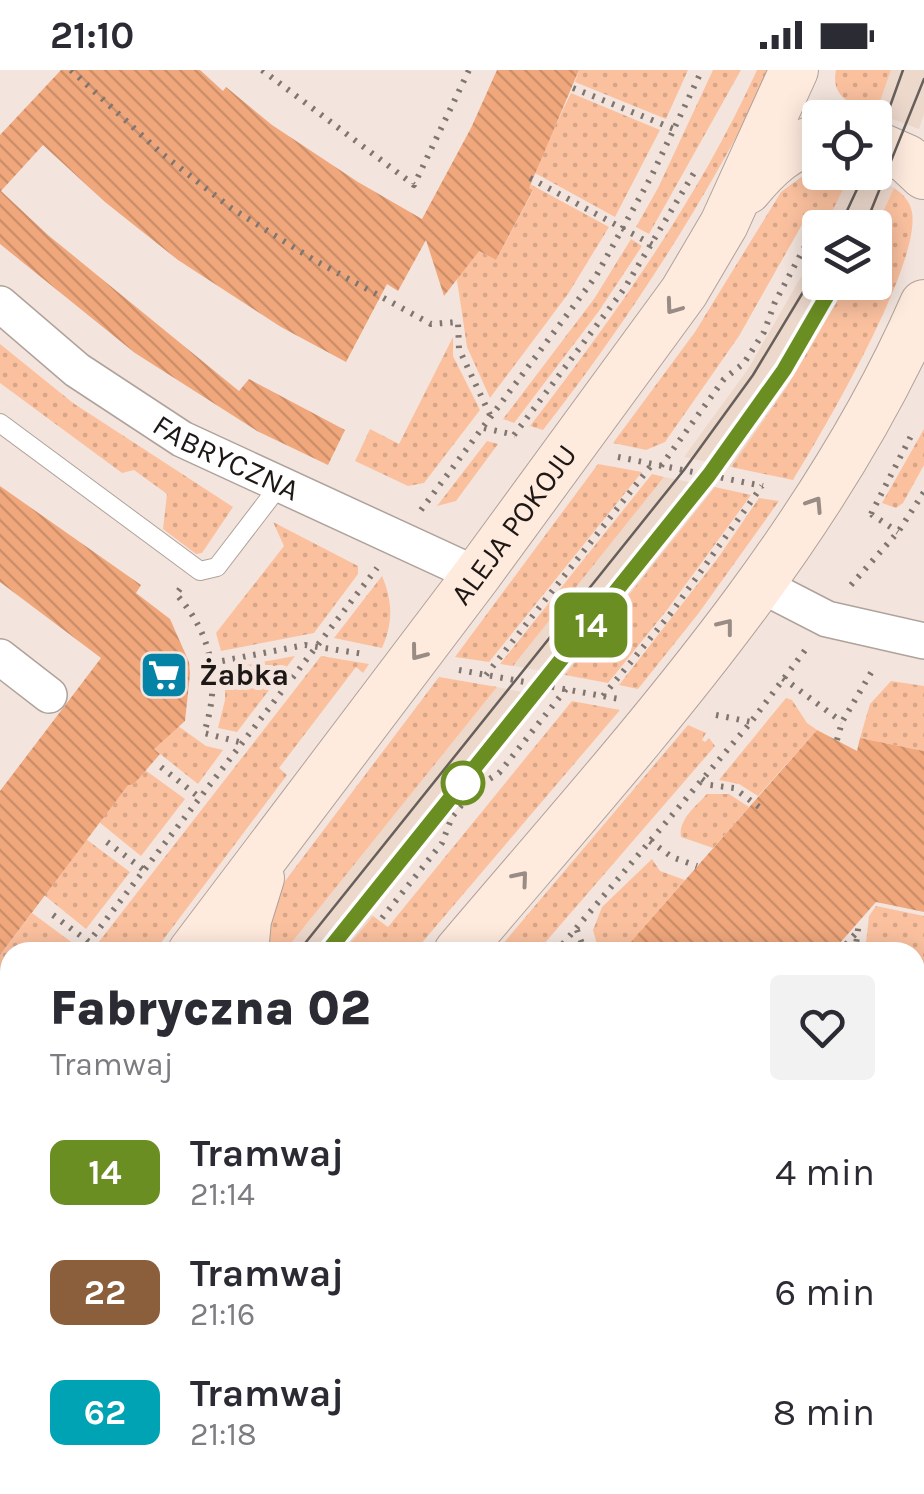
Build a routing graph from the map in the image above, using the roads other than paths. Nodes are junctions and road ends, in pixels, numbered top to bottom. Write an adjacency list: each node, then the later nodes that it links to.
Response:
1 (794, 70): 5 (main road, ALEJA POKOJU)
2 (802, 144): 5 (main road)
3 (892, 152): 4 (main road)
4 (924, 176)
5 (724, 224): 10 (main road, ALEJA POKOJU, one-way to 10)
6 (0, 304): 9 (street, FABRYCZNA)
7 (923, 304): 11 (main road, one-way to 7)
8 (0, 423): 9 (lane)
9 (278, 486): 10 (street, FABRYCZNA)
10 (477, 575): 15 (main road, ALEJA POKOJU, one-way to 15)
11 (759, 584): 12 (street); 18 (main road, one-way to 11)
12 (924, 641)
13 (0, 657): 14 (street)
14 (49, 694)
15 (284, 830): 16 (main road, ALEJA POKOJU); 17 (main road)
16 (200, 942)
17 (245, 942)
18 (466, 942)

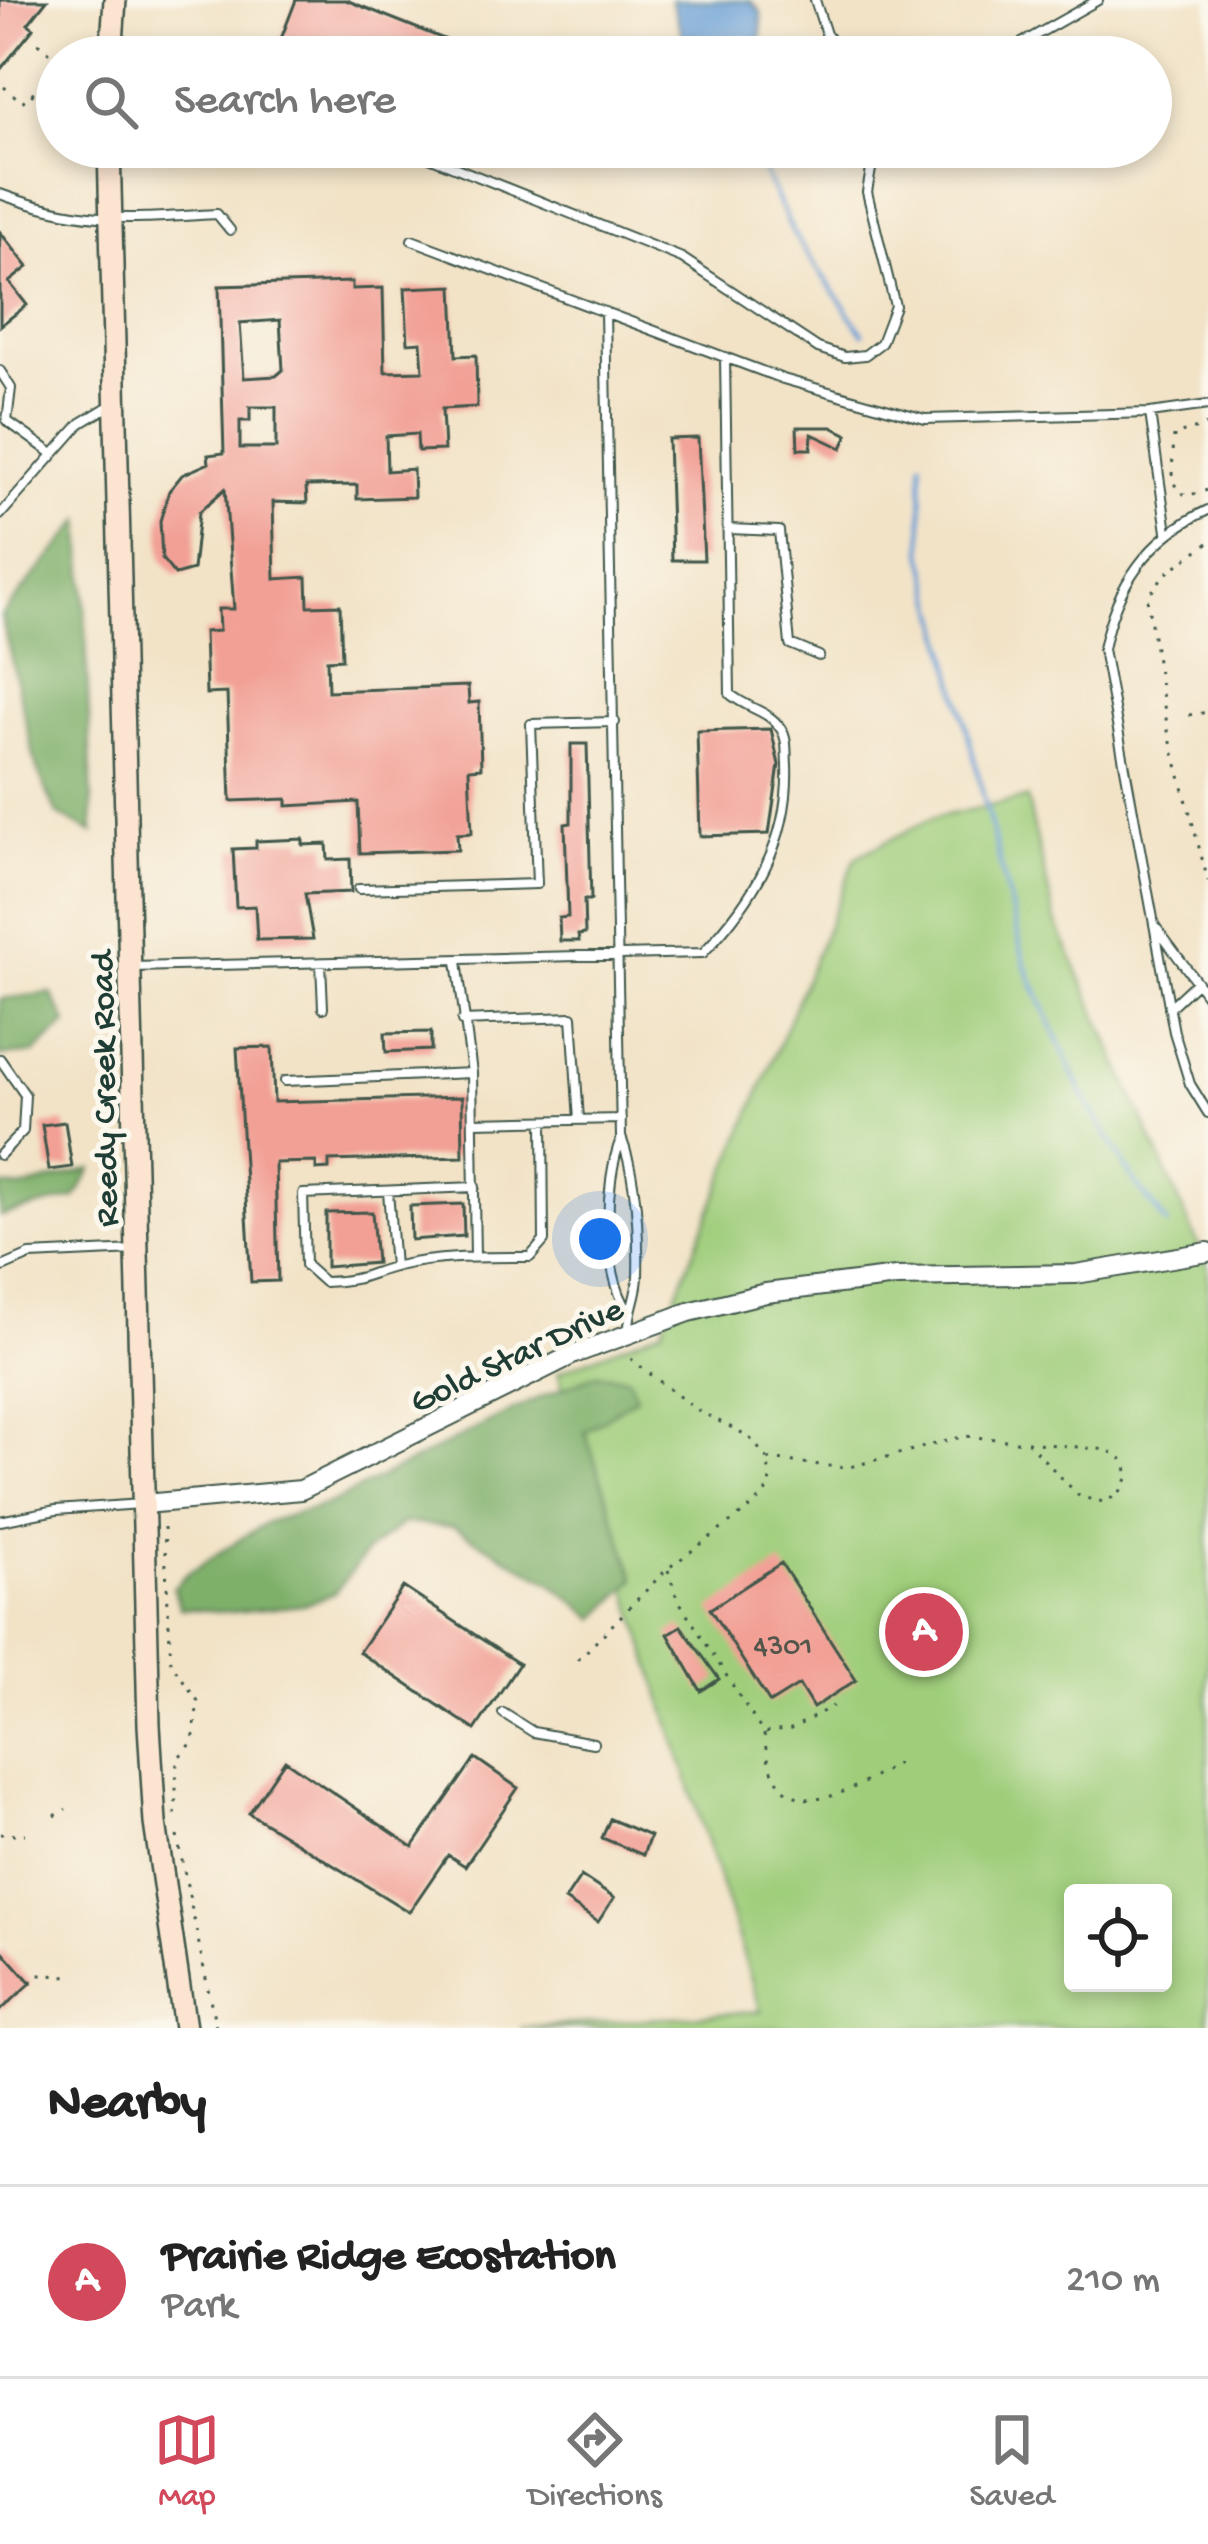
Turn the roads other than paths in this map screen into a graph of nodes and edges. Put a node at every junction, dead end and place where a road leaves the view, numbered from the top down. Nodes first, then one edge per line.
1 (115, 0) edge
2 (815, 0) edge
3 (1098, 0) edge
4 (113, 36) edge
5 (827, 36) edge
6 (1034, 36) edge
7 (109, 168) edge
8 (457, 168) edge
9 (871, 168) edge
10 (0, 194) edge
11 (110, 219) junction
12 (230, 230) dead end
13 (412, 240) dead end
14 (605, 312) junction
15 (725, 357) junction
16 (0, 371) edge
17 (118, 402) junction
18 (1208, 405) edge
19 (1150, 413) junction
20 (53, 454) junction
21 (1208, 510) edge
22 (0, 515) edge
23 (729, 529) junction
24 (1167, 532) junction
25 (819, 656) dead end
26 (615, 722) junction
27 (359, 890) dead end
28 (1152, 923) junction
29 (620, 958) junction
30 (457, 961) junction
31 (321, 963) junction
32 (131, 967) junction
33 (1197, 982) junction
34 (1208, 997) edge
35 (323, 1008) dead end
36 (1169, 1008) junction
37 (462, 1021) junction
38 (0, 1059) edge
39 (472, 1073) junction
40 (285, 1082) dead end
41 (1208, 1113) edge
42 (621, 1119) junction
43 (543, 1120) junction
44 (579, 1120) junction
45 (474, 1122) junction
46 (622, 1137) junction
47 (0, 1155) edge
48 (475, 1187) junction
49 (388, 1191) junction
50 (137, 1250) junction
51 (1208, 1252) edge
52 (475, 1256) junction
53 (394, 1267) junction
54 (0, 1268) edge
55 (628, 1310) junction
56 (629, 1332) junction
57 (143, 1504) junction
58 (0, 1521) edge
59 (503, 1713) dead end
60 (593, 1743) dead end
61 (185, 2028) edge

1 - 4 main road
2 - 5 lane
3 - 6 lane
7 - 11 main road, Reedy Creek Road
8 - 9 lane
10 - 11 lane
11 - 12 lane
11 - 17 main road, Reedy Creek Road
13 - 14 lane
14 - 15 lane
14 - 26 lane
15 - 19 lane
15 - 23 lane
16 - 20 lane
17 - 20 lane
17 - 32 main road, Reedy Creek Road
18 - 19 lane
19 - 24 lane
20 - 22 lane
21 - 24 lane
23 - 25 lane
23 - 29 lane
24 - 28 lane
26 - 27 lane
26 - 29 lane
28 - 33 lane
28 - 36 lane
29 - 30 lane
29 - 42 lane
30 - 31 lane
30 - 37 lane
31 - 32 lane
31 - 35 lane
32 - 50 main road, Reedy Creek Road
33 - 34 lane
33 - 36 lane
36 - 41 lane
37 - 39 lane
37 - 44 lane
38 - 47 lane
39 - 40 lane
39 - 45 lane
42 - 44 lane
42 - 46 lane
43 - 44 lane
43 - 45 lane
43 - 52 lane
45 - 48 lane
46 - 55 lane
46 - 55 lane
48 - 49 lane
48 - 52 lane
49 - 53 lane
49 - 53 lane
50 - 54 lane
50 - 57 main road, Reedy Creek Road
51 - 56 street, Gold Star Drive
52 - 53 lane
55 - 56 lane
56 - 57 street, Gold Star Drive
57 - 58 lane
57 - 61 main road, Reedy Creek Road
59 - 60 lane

________________________

WHAT TO WORK ON:
Copy each line of the material above exactly, but not the images.

YOUR SOLUTION:
Build a routing graph from the map in the image above, using the roads other than paths. Nodes are junctions and road ends, in pixels, numbered top to bottom. Write an adjacency list: each node, then the later nodes that it links to.
Response:
1 (794, 70): 5 (main road, ALEJA POKOJU)
2 (802, 144): 5 (main road)
3 (892, 152): 4 (main road)
4 (924, 176)
5 (724, 224): 10 (main road, ALEJA POKOJU, one-way to 10)
6 (0, 304): 9 (street, FABRYCZNA)
7 (923, 304): 11 (main road, one-way to 7)
8 (0, 423): 9 (lane)
9 (278, 486): 10 (street, FABRYCZNA)
10 (477, 575): 15 (main road, ALEJA POKOJU, one-way to 15)
11 (759, 584): 12 (street); 18 (main road, one-way to 11)
12 (924, 641)
13 (0, 657): 14 (street)
14 (49, 694)
15 (284, 830): 16 (main road, ALEJA POKOJU); 17 (main road)
16 (200, 942)
17 (245, 942)
18 (466, 942)

Turn the roads other than paths in this map screen into a graph of nodes and edges. Put a node at every junction, dead end and place where a road leaves the view, numbered from the top down. Nodes first, then one edge per line.
1 (115, 0) edge
2 (815, 0) edge
3 (1098, 0) edge
4 (113, 36) edge
5 (827, 36) edge
6 (1034, 36) edge
7 (109, 168) edge
8 (457, 168) edge
9 (871, 168) edge
10 (0, 194) edge
11 (110, 219) junction
12 (230, 230) dead end
13 (412, 240) dead end
14 (605, 312) junction
15 (725, 357) junction
16 (0, 371) edge
17 (118, 402) junction
18 (1208, 405) edge
19 (1150, 413) junction
20 (53, 454) junction
21 (1208, 510) edge
22 (0, 515) edge
23 (729, 529) junction
24 (1167, 532) junction
25 (819, 656) dead end
26 (615, 722) junction
27 (359, 890) dead end
28 (1152, 923) junction
29 (620, 958) junction
30 (457, 961) junction
31 (321, 963) junction
32 (131, 967) junction
33 (1197, 982) junction
34 (1208, 997) edge
35 (323, 1008) dead end
36 (1169, 1008) junction
37 (462, 1021) junction
38 (0, 1059) edge
39 (472, 1073) junction
40 (285, 1082) dead end
41 (1208, 1113) edge
42 (621, 1119) junction
43 (543, 1120) junction
44 (579, 1120) junction
45 (474, 1122) junction
46 (622, 1137) junction
47 (0, 1155) edge
48 (475, 1187) junction
49 (388, 1191) junction
50 (137, 1250) junction
51 (1208, 1252) edge
52 (475, 1256) junction
53 (394, 1267) junction
54 (0, 1268) edge
55 (628, 1310) junction
56 (629, 1332) junction
57 (143, 1504) junction
58 (0, 1521) edge
59 (503, 1713) dead end
60 (593, 1743) dead end
61 (185, 2028) edge

1 - 4 main road
2 - 5 lane
3 - 6 lane
7 - 11 main road, Reedy Creek Road
8 - 9 lane
10 - 11 lane
11 - 12 lane
11 - 17 main road, Reedy Creek Road
13 - 14 lane
14 - 15 lane
14 - 26 lane
15 - 19 lane
15 - 23 lane
16 - 20 lane
17 - 20 lane
17 - 32 main road, Reedy Creek Road
18 - 19 lane
19 - 24 lane
20 - 22 lane
21 - 24 lane
23 - 25 lane
23 - 29 lane
24 - 28 lane
26 - 27 lane
26 - 29 lane
28 - 33 lane
28 - 36 lane
29 - 30 lane
29 - 42 lane
30 - 31 lane
30 - 37 lane
31 - 32 lane
31 - 35 lane
32 - 50 main road, Reedy Creek Road
33 - 34 lane
33 - 36 lane
36 - 41 lane
37 - 39 lane
37 - 44 lane
38 - 47 lane
39 - 40 lane
39 - 45 lane
42 - 44 lane
42 - 46 lane
43 - 44 lane
43 - 45 lane
43 - 52 lane
45 - 48 lane
46 - 55 lane
46 - 55 lane
48 - 49 lane
48 - 52 lane
49 - 53 lane
49 - 53 lane
50 - 54 lane
50 - 57 main road, Reedy Creek Road
51 - 56 street, Gold Star Drive
52 - 53 lane
55 - 56 lane
56 - 57 street, Gold Star Drive
57 - 58 lane
57 - 61 main road, Reedy Creek Road
59 - 60 lane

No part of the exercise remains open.